> _PROVIDED ENTRIES_:
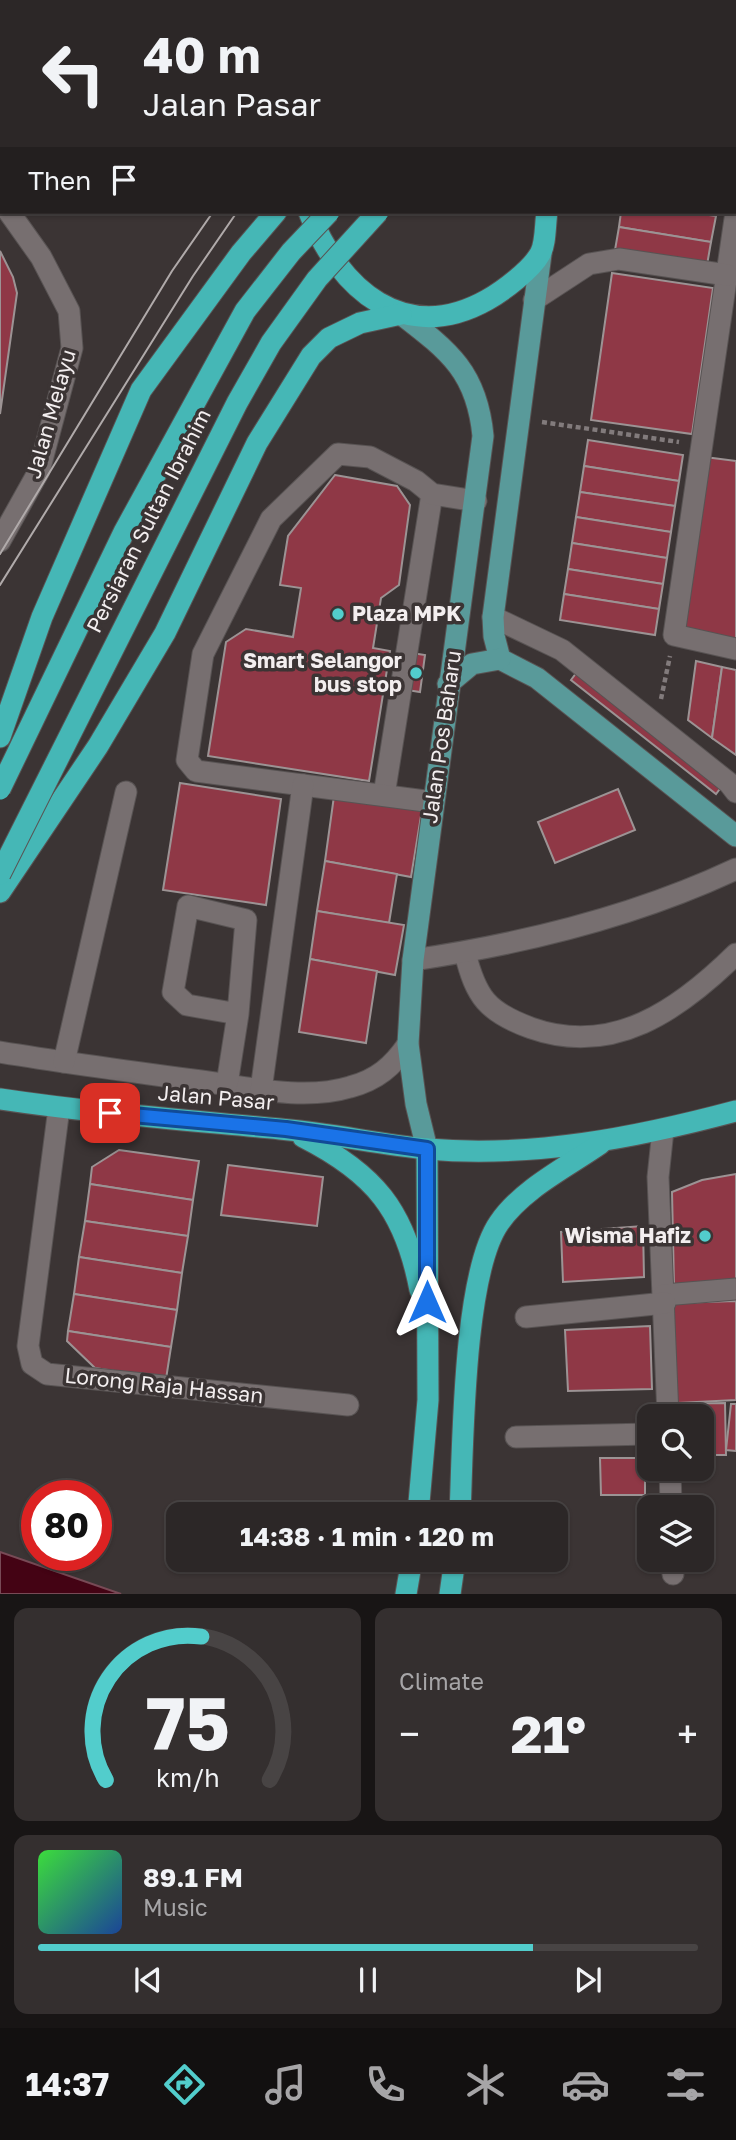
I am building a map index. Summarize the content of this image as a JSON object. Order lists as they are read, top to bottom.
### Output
{
  "streets": {
    "highway": ["Persiaran Sultan Ibrahim", "Jalan Pasar"],
    "main road": ["Jalan Pos Baharu"],
    "street": ["Jalan Melayu", "Lorong Raja Hassan"]
  },
  "crossings": [
    ["Jalan Pos Baharu", "Jalan Pasar"],
    ["Jalan Pasar", "Lorong Raja Hassan"]
  ],
  "places": ["Plaza MPK", "Smart Selangor bus stop", "Wisma Hafiz"],
  "page": {
    "turn": ["40 m", "Jalan Pasar"],
    "then": "Then",
    "limit": "80",
    "trip": "14:38 · 1 min · 120 m",
    "tile": "Climate",
    "heat": ["−", "21°", "+"],
    "song": ["89.1 FM", "Music"],
    "tabs": "14:37",
    "gauge": ["75", "km/h"]
  }
}
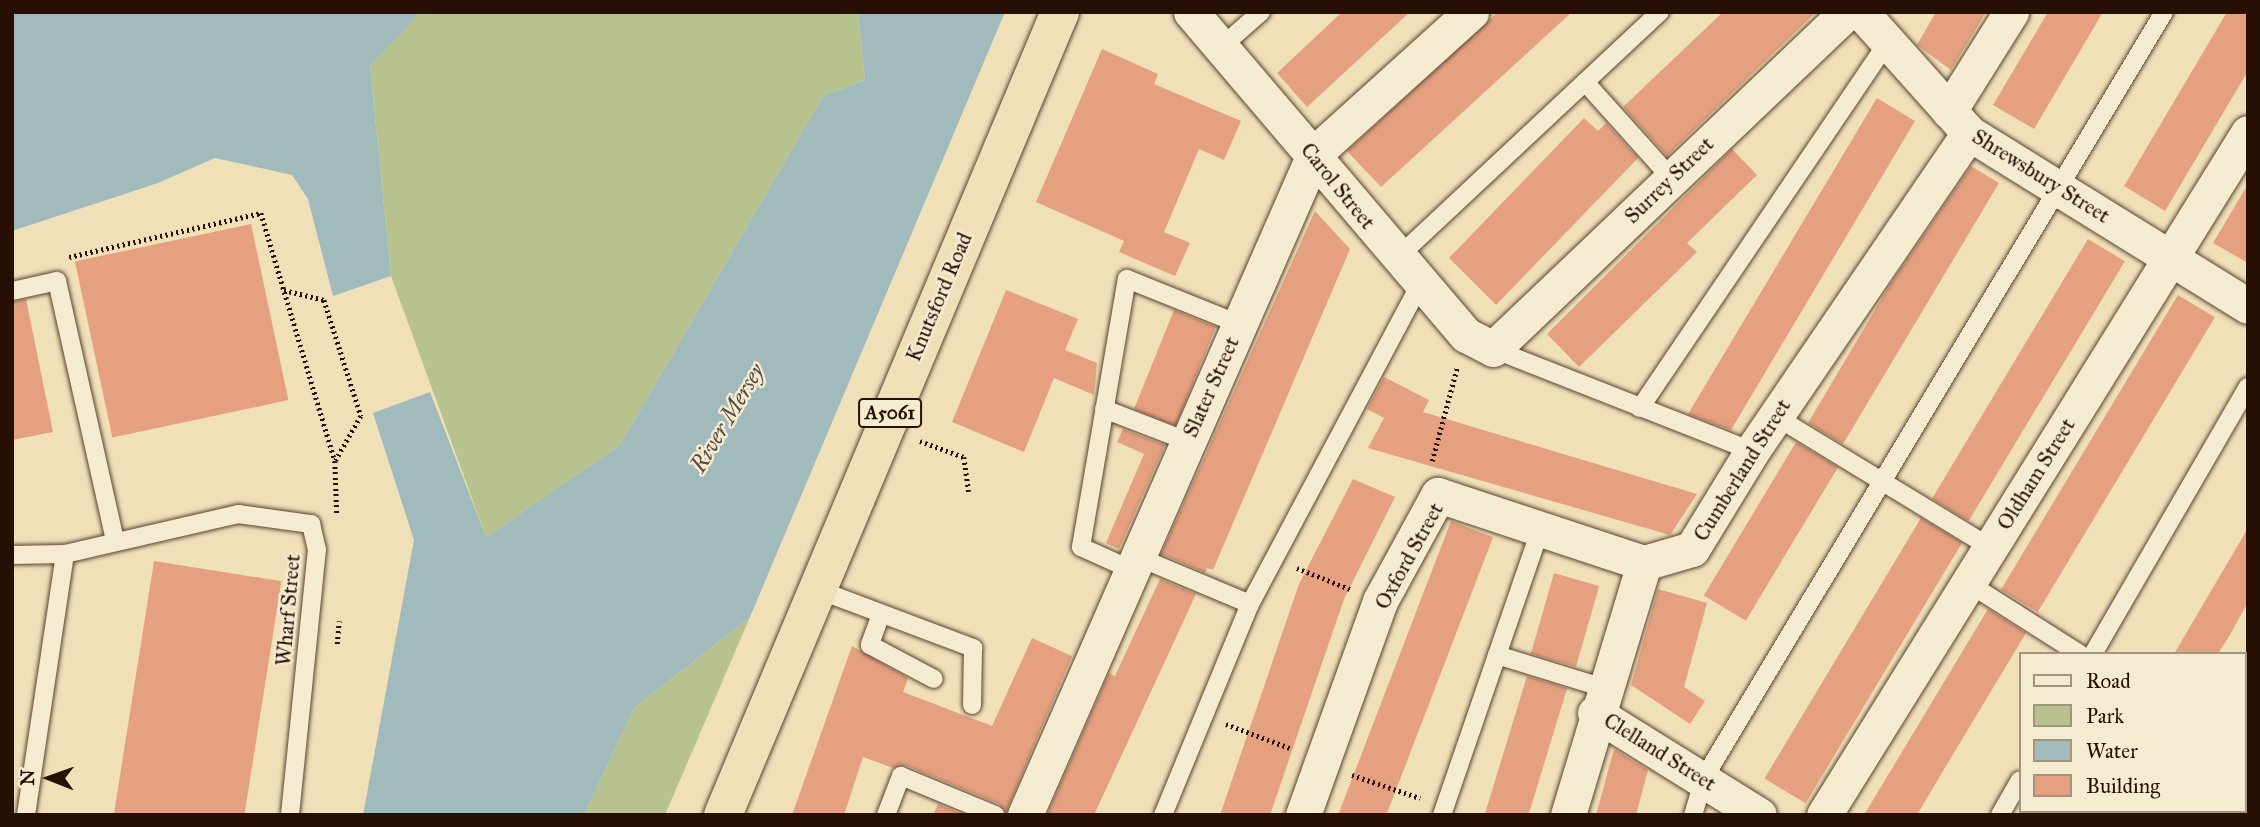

> _YOUR ASSIGNMENT_: Line by line, return the listing above exactly, leaving out its pictures.

> _ANSWER SPACE_:
I am building a map index. Summarize the content of this image as a JSON object. Order lists as they are read, top to bottom.
### Output
{
  "streets": {
    "highway": ["Persiaran Sultan Ibrahim", "Jalan Pasar"],
    "main road": ["Jalan Pos Baharu"],
    "street": ["Jalan Melayu", "Lorong Raja Hassan"]
  },
  "crossings": [
    ["Jalan Pos Baharu", "Jalan Pasar"],
    ["Jalan Pasar", "Lorong Raja Hassan"]
  ],
  "places": ["Plaza MPK", "Smart Selangor bus stop", "Wisma Hafiz"],
  "page": {
    "turn": ["40 m", "Jalan Pasar"],
    "then": "Then",
    "limit": "80",
    "trip": "14:38 · 1 min · 120 m",
    "tile": "Climate",
    "heat": ["−", "21°", "+"],
    "song": ["89.1 FM", "Music"],
    "tabs": "14:37",
    "gauge": ["75", "km/h"]
  }
}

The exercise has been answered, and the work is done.